TASK DESCRIPTION: Set down the records exactly, and omit any image found in them.

(Stored data entries)
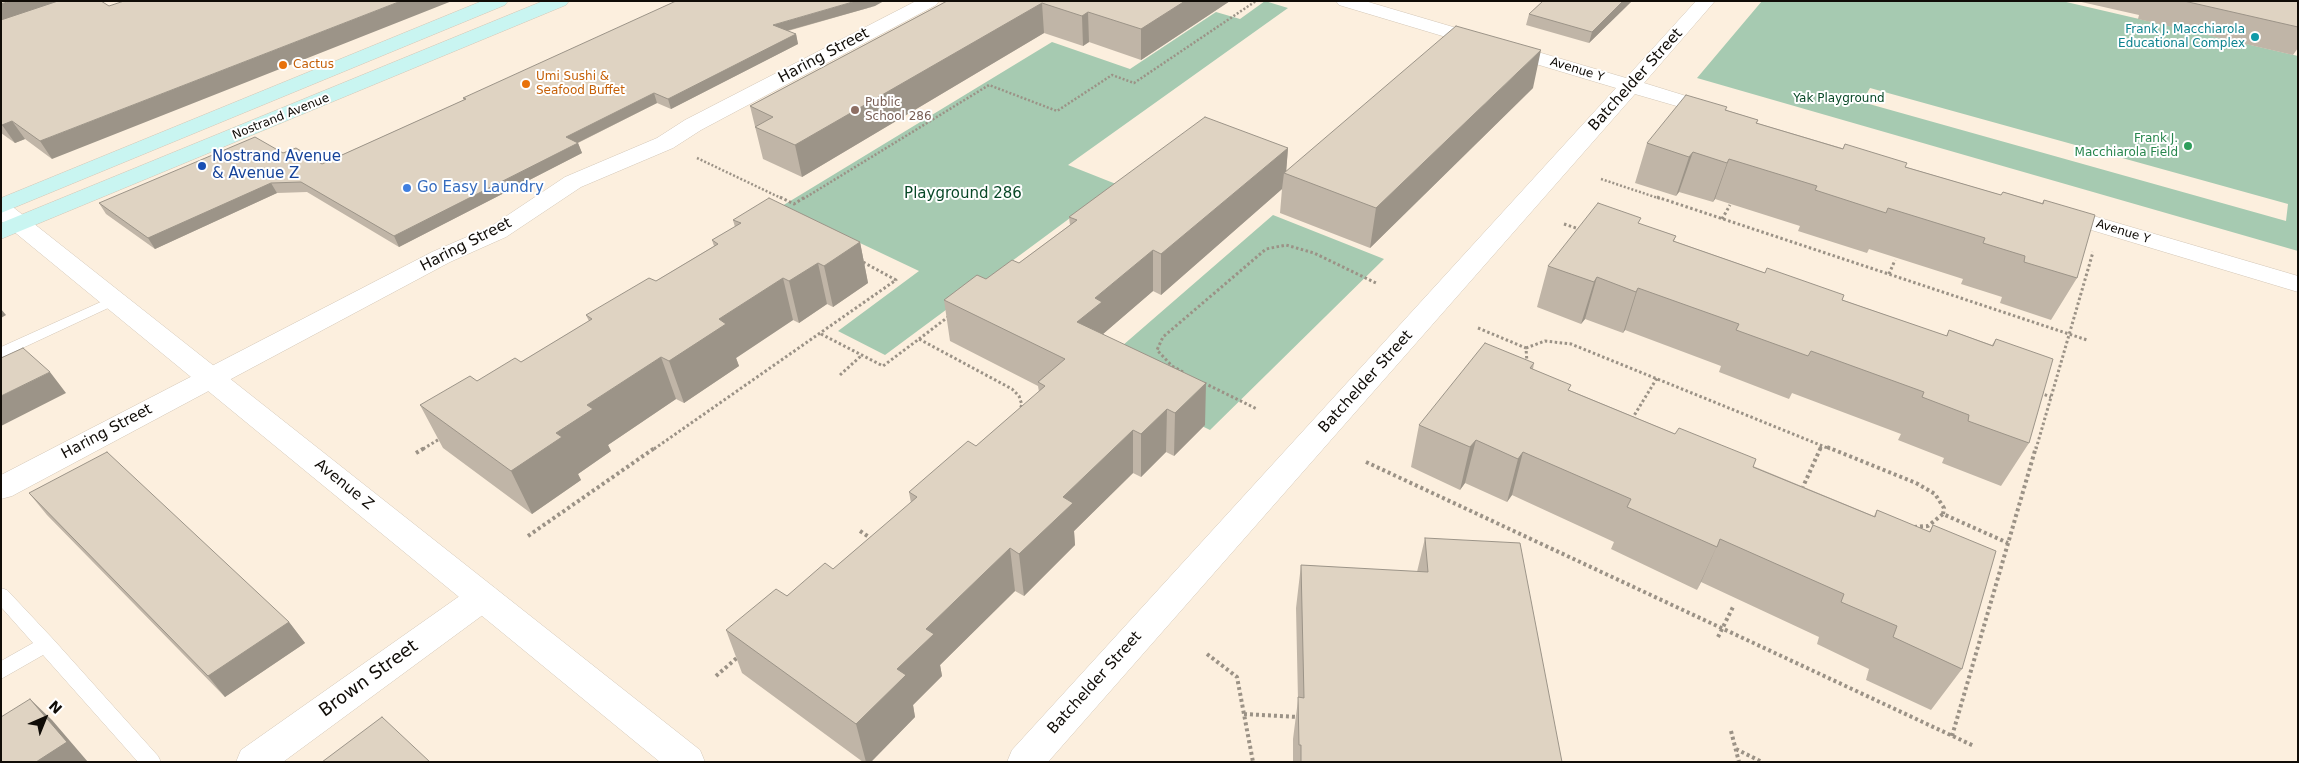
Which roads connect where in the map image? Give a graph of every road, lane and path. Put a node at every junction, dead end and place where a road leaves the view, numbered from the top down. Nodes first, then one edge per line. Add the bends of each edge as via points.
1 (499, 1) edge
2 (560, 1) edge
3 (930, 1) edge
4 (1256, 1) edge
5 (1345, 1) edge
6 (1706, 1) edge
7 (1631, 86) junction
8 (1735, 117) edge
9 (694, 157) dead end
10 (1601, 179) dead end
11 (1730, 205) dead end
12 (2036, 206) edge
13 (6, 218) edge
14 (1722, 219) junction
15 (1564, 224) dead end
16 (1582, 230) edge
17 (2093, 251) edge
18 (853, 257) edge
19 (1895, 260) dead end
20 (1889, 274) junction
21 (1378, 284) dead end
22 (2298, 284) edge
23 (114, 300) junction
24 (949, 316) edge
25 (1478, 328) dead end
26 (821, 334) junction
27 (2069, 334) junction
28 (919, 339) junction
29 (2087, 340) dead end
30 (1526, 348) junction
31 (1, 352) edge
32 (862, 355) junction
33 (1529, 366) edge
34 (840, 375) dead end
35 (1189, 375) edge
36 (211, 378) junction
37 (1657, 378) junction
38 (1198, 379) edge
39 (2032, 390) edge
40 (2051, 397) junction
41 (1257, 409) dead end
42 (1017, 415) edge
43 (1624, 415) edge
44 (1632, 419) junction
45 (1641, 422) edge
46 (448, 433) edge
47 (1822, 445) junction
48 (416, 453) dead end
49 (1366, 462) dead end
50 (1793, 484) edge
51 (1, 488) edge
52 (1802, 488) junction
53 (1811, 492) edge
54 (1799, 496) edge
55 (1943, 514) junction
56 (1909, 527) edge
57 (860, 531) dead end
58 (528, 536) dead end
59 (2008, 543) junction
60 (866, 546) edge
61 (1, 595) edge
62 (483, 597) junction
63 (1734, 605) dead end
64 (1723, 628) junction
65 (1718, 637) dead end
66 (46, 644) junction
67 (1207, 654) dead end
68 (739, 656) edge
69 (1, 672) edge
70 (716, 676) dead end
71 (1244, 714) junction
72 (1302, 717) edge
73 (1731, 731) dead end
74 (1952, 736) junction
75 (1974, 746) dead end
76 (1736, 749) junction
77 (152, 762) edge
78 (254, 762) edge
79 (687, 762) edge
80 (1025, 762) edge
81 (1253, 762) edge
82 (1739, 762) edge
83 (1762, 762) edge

YOUR SOLUTION:
Which roads connect where in the map image? Give a graph of every road, lane and path. Put a node at every junction, dead end and place where a road leaves the view, numbered from the top down. Nodes first, then one edge per line. Add the bends of each edge as via points.
1 (499, 1) edge
2 (560, 1) edge
3 (930, 1) edge
4 (1256, 1) edge
5 (1345, 1) edge
6 (1706, 1) edge
7 (1631, 86) junction
8 (1735, 117) edge
9 (694, 157) dead end
10 (1601, 179) dead end
11 (1730, 205) dead end
12 (2036, 206) edge
13 (6, 218) edge
14 (1722, 219) junction
15 (1564, 224) dead end
16 (1582, 230) edge
17 (2093, 251) edge
18 (853, 257) edge
19 (1895, 260) dead end
20 (1889, 274) junction
21 (1378, 284) dead end
22 (2298, 284) edge
23 (114, 300) junction
24 (949, 316) edge
25 (1478, 328) dead end
26 (821, 334) junction
27 (2069, 334) junction
28 (919, 339) junction
29 (2087, 340) dead end
30 (1526, 348) junction
31 (1, 352) edge
32 (862, 355) junction
33 (1529, 366) edge
34 (840, 375) dead end
35 (1189, 375) edge
36 (211, 378) junction
37 (1657, 378) junction
38 (1198, 379) edge
39 (2032, 390) edge
40 (2051, 397) junction
41 (1257, 409) dead end
42 (1017, 415) edge
43 (1624, 415) edge
44 (1632, 419) junction
45 (1641, 422) edge
46 (448, 433) edge
47 (1822, 445) junction
48 (416, 453) dead end
49 (1366, 462) dead end
50 (1793, 484) edge
51 (1, 488) edge
52 (1802, 488) junction
53 (1811, 492) edge
54 (1799, 496) edge
55 (1943, 514) junction
56 (1909, 527) edge
57 (860, 531) dead end
58 (528, 536) dead end
59 (2008, 543) junction
60 (866, 546) edge
61 (1, 595) edge
62 (483, 597) junction
63 (1734, 605) dead end
64 (1723, 628) junction
65 (1718, 637) dead end
66 (46, 644) junction
67 (1207, 654) dead end
68 (739, 656) edge
69 (1, 672) edge
70 (716, 676) dead end
71 (1244, 714) junction
72 (1302, 717) edge
73 (1731, 731) dead end
74 (1952, 736) junction
75 (1974, 746) dead end
76 (1736, 749) junction
77 (152, 762) edge
78 (254, 762) edge
79 (687, 762) edge
80 (1025, 762) edge
81 (1253, 762) edge
82 (1739, 762) edge
83 (1762, 762) edge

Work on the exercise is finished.